My task was clear. I needed to gather user preferences on various features in comparison to one another, and a simple forced ranking exercise wouldn't be good enough. So, I decided to run a classic MaxDiff survey analysis. MaxDiff surveys are a powerful technique for understanding relative preferences among a set of items. Unlike traditional surveys where users might rate features independently, MaxDiff forces respondents to make trade-offs, providing more granular insights into what they value most.
I used R and RStudio to perform this analysis because it can be done wayyyyyyy faster than in Excel or Google Sheets. By the end of this tutorial, you'll have a clear visual representation of user preferences that you can share with the product team to guide their decisions.
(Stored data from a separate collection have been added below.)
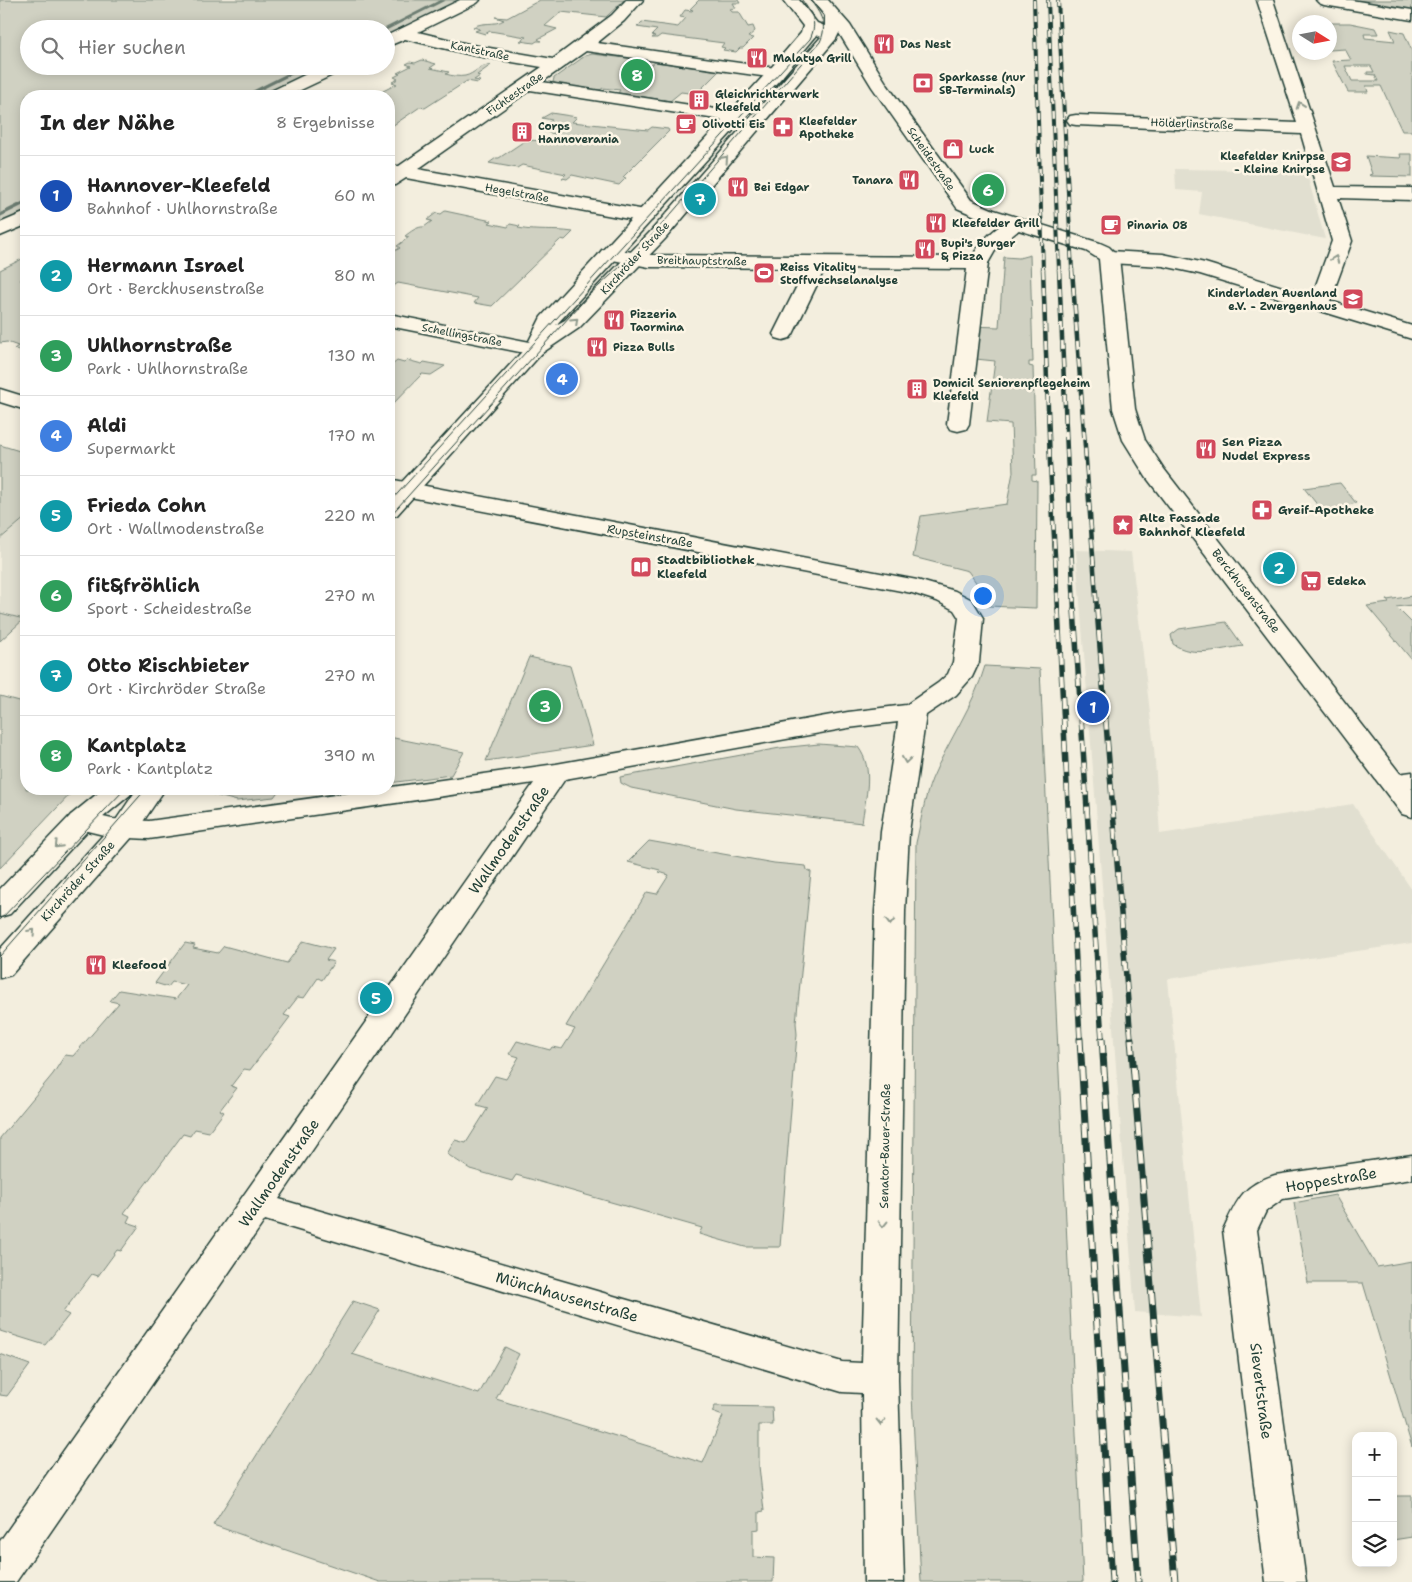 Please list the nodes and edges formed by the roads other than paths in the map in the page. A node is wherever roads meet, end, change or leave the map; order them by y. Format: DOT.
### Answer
graph roads {
  1 [pos="472,0"];
  2 [pos="635,0"];
  3 [pos="791,0"];
  4 [pos="820,0"];
  5 [pos="1265,0"];
  6 [pos="1324,0"];
  7 [pos="1412,15"];
  8 [pos="833,16"];
  9 [pos="811,26"];
  10 [pos="404,34"];
  11 [pos="830,36"];
  12 [pos="395,38"];
  13 [pos="583,46"];
  14 [pos="858,49"];
  15 [pos="557,65"];
  16 [pos="776,73"];
  17 [pos="318,75"];
  18 [pos="528,85"];
  19 [pos="287,90"];
  20 [pos="736,117"];
  21 [pos="1076,120"];
  22 [pos="1308,128"];
  23 [pos="395,173"];
  24 [pos="395,174"];
  25 [pos="1328,192"];
  26 [pos="1412,194"];
  27 [pos="645,216"];
  28 [pos="20,221"];
  29 [pos="1017,224"];
  30 [pos="0,232"];
  31 [pos="20,238"];
  32 [pos="1101,252"];
  33 [pos="610,254"];
  34 [pos="636,258"];
  35 [pos="818,263"];
  36 [pos="978,263"];
  37 [pos="1318,305"];
  38 [pos="395,321"];
  39 [pos="783,334"];
  40 [pos="1412,334"];
  41 [pos="535,349"];
  42 [pos="0,395"];
  43 [pos="20,402"];
  44 [pos="958,424"];
  45 [pos="398,488"];
  46 [pos="913,712"];
  47 [pos="556,772"];
  48 [pos="1402,781"];
  49 [pos="113,795"];
  50 [pos="147,795"];
  51 [pos="395,795"];
  52 [pos="395,795"];
  53 [pos="1412,808"];
  54 [pos="81,821"];
  55 [pos="124,830"];
  56 [pos="0,907"];
  57 [pos="0,968"];
  58 [pos="1412,1167"];
  59 [pos="1253,1202"];
  60 [pos="257,1205"];
  61 [pos="880,1379"];
  62 [pos="0,1574"];
  63 [pos="884,1582"];
  64 [pos="1286,1582"];
  1 -- 10 [label="street"];
  2 -- 13 [label="street, Fichtestraße"];
  3 -- 9 [label="street"];
  4 -- 8 [label="street, Scheidestraße"];
  22 -- 5 [label="street, one-way"];
  6 -- 7 [label="street"];
  8 -- 11 [label="street"];
  8 -- 14 [label="street, Scheidestraße"];
  9 -- 11 [label="street"];
  9 -- 16 [label="street, Kirchröder Straße"];
  10 -- 12 [label="street"];
  10 -- 15 [label="street, Kantstraße"];
  11 -- 14 [label="street"];
  34 -- 11 [label="street, Kirchröder Straße, one-way"];
  13 -- 15 [label="street, Fichtestraße"];
  13 -- 16 [label="street"];
  14 -- 29 [label="street, Scheidestraße"];
  15 -- 18 [label="street, Fichtestraße"];
  16 -- 20 [label="street, Kirchröder Straße"];
  17 -- 19 [label="street"];
  18 -- 20 [label="street"];
  18 -- 23 [label="street, Fichtestraße"];
  20 -- 27 [label="street, Kirchröder Straße"];
  21 -- 22 [label="street, Hölderlinstraße"];
  22 -- 25 [label="street"];
  24 -- 27 [label="street, Hegelstraße"];
  25 -- 26 [label="street"];
  37 -- 25 [label="street, one-way"];
  27 -- 33 [label="street, Kirchröder Straße"];
  28 -- 30 [label="street"];
  29 -- 32 [label="street, Scheidestraße"];
  29 -- 36 [label="street"];
  30 -- 31 [label="street"];
  32 -- 37 [label="street, Scheidestraße"];
  32 -- 48 [label="street, Berckhusenstraße"];
  33 -- 34 [label="street, Breithauptstraße"];
  33 -- 41 [label="street, Kirchröder Straße"];
  34 -- 35 [label="street, Breithauptstraße"];
  41 -- 34 [label="street, Kirchröder Straße, one-way"];
  35 -- 36 [label="street, Breithauptstraße"];
  35 -- 39 [label="street"];
  36 -- 44 [label="street"];
  37 -- 40 [label="street, Scheidestraße"];
  38 -- 41 [label="street, Schellingstraße"];
  41 -- 45 [label="street, Kirchröder Straße"];
  42 -- 43 [label="street"];
  45 -- 46 [label="street, Rupsteinstraße"];
  46 -- 47 [label="street"];
  46 -- 61 [label="street, Senator-Bauer-Straße, one-way"];
  47 -- 51 [label="street"];
  47 -- 60 [label="street, Wallmodenstraße"];
  48 -- 53 [label="street, Berckhusenstraße"];
  49 -- 54 [label="street"];
  50 -- 55 [label="street, Kirchröder Straße"];
  52 -- 55 [label="street"];
  54 -- 55 [label="street"];
  54 -- 56 [label="street, one-way"];
  57 -- 55 [label="street, Kirchröder Straße, one-way"];
  58 -- 59 [label="street, Hoppestraße"];
  59 -- 64 [label="street, Sievertstraße"];
  60 -- 61 [label="street, Münchhausenstraße"];
  60 -- 62 [label="street, Wallmodenstraße"];
  61 -- 63 [label="street, Senator-Bauer-Straße, one-way"];
}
Why Not Just Use Excel or Google Sheets?
When it comes to analyzing MaxDiff data, Excel and Google Sheets just don't cut it. Here's why R is the way to go:
Advanced Analysis Capabilities: R's specialized packages are designed for analysis like this. Excel or Google Sheets can't do this without a ton of workarounds.
Handling Complex Data: R manages and manipulates large datasets a lot better than Excel and Google Sheets.
Reproducibility and Automation: R scripts automate the entire process, keeping projects consistent and saving time when updating reports or applying them to different datasets, which is important for studies that gather data over time.
Advanced Visualization: R can produce complex, with packages like ggplot2, which Excel or Google Sheets cannot match.
Prerequisites
Before starting the tutorial, ensure you have completed the basic setup for R and RStudio as described in the "Getting Started with R & RStudio Tutorial." Additionally, if you are using Windows, you will need to install Rtools.
Step 1: Download the Dataset
First, download this MaxDiff dataset from a Dropbox link.
✏️ NOTE: I couldn't find a good example dataset online, so I made my own.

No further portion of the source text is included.